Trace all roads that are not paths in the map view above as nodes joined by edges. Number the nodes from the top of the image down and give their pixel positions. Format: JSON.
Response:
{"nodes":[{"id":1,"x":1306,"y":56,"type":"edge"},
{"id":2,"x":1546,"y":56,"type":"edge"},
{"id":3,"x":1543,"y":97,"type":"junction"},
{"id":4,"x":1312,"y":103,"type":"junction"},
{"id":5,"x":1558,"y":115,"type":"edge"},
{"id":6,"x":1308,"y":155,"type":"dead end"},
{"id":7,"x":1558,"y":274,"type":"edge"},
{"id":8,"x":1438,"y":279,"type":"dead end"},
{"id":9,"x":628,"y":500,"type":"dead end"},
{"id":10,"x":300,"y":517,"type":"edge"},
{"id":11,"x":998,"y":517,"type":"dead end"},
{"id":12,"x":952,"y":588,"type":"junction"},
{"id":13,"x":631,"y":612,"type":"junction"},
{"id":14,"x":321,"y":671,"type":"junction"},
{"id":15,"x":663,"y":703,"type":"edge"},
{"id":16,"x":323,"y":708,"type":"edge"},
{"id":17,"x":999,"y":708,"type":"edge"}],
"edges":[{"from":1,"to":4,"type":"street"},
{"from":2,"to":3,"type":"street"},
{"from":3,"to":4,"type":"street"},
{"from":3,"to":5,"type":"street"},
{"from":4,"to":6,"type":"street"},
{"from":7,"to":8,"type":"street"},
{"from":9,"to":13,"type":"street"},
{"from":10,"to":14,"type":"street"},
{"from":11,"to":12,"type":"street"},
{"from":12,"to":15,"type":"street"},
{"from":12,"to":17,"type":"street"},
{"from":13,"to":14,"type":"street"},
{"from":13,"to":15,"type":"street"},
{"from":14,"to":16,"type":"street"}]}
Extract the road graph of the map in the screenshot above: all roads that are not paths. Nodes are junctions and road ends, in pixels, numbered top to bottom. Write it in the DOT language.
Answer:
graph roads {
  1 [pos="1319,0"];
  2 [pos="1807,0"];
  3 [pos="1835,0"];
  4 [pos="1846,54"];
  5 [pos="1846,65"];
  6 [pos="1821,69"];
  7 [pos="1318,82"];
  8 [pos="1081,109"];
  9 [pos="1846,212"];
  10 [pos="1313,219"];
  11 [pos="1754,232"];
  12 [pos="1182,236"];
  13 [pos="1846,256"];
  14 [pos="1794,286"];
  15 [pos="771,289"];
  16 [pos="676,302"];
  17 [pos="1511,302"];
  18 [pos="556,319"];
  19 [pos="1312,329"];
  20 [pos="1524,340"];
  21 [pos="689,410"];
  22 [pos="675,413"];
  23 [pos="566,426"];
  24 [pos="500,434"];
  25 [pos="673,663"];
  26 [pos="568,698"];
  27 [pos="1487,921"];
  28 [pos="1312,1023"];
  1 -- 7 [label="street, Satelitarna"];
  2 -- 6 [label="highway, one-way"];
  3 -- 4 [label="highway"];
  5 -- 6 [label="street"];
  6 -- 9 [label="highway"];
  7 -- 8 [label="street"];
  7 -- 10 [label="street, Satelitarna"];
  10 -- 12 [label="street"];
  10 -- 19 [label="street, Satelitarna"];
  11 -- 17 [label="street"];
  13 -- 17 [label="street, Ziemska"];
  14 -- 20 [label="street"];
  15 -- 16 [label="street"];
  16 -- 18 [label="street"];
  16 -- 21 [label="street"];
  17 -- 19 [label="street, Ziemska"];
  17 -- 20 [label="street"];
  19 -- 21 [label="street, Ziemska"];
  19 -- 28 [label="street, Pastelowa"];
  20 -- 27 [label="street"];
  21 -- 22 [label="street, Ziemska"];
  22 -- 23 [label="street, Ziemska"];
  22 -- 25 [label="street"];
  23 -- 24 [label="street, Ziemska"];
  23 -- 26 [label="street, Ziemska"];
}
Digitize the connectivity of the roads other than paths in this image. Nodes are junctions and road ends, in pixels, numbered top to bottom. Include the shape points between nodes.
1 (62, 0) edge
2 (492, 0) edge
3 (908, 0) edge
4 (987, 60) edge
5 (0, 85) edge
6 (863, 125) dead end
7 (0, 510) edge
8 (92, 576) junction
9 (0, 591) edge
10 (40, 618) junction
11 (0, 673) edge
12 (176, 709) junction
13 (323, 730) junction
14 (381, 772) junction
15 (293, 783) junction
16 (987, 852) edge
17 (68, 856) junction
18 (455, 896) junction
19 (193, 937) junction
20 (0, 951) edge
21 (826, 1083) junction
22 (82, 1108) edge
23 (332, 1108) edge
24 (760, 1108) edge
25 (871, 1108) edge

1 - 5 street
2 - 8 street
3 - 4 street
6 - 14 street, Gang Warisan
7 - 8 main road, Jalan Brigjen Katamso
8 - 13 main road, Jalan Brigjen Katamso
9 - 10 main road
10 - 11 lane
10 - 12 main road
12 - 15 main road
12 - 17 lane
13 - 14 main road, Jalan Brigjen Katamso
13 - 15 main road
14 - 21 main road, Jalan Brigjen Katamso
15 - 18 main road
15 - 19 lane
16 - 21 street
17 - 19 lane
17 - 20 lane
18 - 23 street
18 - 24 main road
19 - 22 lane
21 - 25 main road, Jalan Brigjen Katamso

- [Prompt]:
Display every line of the listing that contains the string "bottom".

- [Solution for this task]:
Extract the road graph of the map in the screenshot above: all roads that are not paths. Nodes are junctions and road ends, in pixels, numbered top to bottom. Write it in the DOT language.
Digitize the connectivity of the roads other than paths in this image. Nodes are junctions and road ends, in pixels, numbered top to bottom. Include the shape points between nodes.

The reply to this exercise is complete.